Stored data entries >>
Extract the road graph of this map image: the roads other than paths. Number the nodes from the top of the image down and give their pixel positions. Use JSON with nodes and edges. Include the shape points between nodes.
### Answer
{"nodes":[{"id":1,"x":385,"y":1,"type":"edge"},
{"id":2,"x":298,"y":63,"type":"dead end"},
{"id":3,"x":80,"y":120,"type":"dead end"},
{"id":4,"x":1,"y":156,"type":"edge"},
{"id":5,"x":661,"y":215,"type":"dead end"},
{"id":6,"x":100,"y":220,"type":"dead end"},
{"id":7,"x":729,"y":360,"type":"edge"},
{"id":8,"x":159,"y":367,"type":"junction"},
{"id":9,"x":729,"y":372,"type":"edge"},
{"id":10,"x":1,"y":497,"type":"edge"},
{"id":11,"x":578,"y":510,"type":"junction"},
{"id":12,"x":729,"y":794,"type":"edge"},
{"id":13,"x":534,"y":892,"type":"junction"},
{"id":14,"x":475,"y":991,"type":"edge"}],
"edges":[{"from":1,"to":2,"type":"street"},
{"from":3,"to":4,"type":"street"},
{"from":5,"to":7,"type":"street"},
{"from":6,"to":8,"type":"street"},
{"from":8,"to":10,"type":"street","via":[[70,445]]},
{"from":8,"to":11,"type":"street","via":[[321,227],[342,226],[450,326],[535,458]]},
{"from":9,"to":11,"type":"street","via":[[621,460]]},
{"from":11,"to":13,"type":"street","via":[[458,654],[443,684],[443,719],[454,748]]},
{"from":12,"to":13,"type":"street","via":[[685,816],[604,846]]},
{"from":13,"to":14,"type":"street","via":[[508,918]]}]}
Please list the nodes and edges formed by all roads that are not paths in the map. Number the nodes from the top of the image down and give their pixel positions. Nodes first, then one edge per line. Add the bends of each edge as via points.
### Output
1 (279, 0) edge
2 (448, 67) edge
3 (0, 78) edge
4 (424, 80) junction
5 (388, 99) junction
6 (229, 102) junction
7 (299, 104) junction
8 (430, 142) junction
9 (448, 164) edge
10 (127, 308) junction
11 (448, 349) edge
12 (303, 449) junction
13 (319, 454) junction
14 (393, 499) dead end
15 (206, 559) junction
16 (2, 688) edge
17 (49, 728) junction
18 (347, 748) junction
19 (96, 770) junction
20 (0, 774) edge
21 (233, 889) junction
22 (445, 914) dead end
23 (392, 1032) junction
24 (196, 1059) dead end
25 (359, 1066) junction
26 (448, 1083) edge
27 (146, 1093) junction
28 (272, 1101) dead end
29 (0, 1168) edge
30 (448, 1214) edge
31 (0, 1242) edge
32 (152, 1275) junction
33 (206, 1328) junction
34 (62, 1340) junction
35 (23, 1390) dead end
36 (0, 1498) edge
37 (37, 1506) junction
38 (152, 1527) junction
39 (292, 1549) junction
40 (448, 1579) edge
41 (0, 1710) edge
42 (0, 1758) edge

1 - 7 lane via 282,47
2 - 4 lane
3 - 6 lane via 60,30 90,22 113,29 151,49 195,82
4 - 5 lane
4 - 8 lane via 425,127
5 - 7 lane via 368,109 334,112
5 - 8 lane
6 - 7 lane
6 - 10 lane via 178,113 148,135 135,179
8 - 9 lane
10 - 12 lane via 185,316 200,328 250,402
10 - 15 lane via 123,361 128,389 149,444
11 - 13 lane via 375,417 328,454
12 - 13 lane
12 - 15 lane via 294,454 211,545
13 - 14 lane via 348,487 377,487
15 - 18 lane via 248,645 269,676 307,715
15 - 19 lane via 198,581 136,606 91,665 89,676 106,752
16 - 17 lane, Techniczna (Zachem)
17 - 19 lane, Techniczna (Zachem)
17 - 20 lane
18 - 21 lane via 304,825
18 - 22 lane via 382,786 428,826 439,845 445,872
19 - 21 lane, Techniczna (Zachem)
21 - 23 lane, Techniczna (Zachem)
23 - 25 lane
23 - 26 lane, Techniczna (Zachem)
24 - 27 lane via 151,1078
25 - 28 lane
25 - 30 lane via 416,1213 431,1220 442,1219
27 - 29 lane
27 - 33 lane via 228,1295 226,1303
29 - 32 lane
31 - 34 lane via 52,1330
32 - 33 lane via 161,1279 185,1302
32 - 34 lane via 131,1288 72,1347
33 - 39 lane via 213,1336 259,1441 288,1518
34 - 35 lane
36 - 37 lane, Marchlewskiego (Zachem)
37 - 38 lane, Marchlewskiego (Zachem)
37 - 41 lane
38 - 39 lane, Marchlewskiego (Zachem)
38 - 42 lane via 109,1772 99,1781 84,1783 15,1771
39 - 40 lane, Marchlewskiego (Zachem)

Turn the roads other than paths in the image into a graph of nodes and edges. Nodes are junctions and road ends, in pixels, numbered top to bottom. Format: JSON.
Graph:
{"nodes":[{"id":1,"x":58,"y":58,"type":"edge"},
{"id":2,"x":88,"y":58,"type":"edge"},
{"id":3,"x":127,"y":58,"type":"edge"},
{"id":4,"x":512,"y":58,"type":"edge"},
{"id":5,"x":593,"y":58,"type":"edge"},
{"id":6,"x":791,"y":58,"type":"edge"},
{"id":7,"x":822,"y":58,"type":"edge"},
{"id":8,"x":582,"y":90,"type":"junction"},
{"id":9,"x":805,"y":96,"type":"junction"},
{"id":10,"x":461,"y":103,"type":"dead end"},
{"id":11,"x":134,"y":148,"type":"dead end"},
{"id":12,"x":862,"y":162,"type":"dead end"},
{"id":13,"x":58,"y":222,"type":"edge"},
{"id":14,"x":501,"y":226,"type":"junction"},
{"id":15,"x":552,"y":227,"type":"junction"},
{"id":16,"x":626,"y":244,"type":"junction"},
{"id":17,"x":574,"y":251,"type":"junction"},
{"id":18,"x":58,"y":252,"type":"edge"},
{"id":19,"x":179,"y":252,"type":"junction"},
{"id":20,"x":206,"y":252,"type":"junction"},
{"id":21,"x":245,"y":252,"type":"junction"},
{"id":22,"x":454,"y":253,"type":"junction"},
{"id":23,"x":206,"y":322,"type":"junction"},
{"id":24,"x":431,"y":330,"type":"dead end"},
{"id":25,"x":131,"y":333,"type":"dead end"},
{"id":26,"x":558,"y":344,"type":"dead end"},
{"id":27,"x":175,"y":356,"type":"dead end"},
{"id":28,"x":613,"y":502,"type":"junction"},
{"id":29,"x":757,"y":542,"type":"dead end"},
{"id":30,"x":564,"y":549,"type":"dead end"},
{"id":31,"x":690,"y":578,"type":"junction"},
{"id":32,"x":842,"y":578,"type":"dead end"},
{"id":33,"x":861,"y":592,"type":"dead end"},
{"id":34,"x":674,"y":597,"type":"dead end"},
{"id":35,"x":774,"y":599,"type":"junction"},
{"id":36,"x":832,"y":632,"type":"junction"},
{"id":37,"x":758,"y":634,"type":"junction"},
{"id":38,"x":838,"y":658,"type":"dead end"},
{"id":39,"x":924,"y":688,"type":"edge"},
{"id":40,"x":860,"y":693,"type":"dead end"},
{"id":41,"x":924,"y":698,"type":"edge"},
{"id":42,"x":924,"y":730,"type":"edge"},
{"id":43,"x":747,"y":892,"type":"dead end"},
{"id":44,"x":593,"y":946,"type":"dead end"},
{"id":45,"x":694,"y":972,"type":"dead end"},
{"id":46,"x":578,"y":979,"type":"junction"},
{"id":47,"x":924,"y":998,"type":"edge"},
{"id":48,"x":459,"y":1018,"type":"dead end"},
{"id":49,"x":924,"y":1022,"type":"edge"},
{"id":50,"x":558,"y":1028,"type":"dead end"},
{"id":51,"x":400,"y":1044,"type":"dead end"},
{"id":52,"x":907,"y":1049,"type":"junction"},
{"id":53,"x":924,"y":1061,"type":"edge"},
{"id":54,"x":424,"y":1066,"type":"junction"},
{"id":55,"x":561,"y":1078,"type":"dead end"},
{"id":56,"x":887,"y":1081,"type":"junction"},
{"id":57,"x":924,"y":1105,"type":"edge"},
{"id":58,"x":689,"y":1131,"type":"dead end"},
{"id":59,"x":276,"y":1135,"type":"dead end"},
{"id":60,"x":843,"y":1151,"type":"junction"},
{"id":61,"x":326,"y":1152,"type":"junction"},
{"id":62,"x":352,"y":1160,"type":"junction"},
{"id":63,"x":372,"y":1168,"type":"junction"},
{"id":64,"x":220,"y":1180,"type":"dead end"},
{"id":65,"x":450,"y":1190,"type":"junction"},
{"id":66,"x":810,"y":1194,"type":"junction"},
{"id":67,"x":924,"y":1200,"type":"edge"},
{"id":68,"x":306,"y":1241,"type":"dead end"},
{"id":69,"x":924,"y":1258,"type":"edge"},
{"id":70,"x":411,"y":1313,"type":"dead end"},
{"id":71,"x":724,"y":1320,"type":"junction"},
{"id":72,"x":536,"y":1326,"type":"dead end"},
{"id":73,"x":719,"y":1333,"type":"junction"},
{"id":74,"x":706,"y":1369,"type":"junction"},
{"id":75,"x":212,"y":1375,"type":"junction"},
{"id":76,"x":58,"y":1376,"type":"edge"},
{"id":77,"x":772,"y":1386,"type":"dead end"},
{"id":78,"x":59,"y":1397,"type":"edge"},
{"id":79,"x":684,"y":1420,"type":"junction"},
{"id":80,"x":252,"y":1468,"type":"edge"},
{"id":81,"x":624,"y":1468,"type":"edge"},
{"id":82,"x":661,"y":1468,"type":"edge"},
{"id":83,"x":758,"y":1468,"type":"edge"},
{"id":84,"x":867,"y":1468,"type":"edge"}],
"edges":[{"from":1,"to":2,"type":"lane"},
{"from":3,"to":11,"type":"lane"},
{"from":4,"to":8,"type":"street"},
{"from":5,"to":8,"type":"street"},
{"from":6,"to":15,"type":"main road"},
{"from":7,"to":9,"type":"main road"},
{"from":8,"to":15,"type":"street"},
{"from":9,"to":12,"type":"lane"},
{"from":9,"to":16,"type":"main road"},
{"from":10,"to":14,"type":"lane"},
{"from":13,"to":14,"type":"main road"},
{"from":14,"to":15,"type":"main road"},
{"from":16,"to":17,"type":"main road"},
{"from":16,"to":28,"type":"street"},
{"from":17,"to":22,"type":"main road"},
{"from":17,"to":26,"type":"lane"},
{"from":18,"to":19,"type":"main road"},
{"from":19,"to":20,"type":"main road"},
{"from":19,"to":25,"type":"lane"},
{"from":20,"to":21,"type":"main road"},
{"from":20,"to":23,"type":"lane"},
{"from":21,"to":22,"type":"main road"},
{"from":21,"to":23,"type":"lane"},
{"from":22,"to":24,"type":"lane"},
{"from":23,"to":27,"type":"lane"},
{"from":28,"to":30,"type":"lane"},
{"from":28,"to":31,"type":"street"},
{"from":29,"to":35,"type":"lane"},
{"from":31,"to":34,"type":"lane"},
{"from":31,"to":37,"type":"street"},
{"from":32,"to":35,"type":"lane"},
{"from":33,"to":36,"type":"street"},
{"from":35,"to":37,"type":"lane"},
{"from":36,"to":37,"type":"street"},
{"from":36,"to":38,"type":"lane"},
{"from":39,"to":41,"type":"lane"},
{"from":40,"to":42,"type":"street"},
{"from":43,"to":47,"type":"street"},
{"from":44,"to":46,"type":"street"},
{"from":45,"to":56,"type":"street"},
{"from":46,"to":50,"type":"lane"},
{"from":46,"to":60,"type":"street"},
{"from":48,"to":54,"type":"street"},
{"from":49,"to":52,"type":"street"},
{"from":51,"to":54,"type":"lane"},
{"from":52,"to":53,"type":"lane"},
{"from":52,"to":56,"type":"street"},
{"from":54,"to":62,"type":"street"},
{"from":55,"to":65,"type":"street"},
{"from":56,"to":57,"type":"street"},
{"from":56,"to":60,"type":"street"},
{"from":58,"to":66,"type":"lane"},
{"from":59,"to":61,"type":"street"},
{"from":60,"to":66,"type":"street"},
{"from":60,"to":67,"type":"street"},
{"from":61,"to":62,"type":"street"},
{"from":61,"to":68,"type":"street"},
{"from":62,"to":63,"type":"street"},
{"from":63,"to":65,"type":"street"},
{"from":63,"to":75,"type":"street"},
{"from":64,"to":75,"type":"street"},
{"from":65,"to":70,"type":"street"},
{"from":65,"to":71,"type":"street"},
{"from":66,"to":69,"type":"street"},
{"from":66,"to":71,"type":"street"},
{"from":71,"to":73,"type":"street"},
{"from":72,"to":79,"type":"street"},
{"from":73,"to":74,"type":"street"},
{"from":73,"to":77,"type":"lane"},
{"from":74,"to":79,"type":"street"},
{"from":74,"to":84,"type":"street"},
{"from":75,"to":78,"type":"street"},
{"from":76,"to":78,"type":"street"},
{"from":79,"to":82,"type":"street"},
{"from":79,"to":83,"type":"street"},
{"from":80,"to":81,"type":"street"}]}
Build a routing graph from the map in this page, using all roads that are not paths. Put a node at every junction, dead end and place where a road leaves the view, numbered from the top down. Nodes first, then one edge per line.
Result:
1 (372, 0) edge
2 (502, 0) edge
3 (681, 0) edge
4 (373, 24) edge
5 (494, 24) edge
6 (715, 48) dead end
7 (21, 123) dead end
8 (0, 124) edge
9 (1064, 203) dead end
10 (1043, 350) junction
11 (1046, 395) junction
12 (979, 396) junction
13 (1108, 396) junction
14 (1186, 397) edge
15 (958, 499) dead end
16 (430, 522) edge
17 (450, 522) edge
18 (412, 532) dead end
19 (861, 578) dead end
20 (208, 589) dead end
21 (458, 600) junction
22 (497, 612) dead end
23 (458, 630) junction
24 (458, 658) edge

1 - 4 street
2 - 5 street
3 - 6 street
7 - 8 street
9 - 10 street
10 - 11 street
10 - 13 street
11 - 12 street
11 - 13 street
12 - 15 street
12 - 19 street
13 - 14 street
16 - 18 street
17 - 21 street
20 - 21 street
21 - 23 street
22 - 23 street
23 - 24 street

Exercise goal >> Find each line in the records above that contains "first", and copy it.

Expected answer >>
Please list the nodes and edges formed by all roads that are not paths in the map. Number the nodes from the top of the image down and give their pixel positions. Nodes first, then one edge per line. Add the bends of each edge as via points.
Build a routing graph from the map in this page, using all roads that are not paths. Put a node at every junction, dead end and place where a road leaves the view, numbered from the top down. Nodes first, then one edge per line.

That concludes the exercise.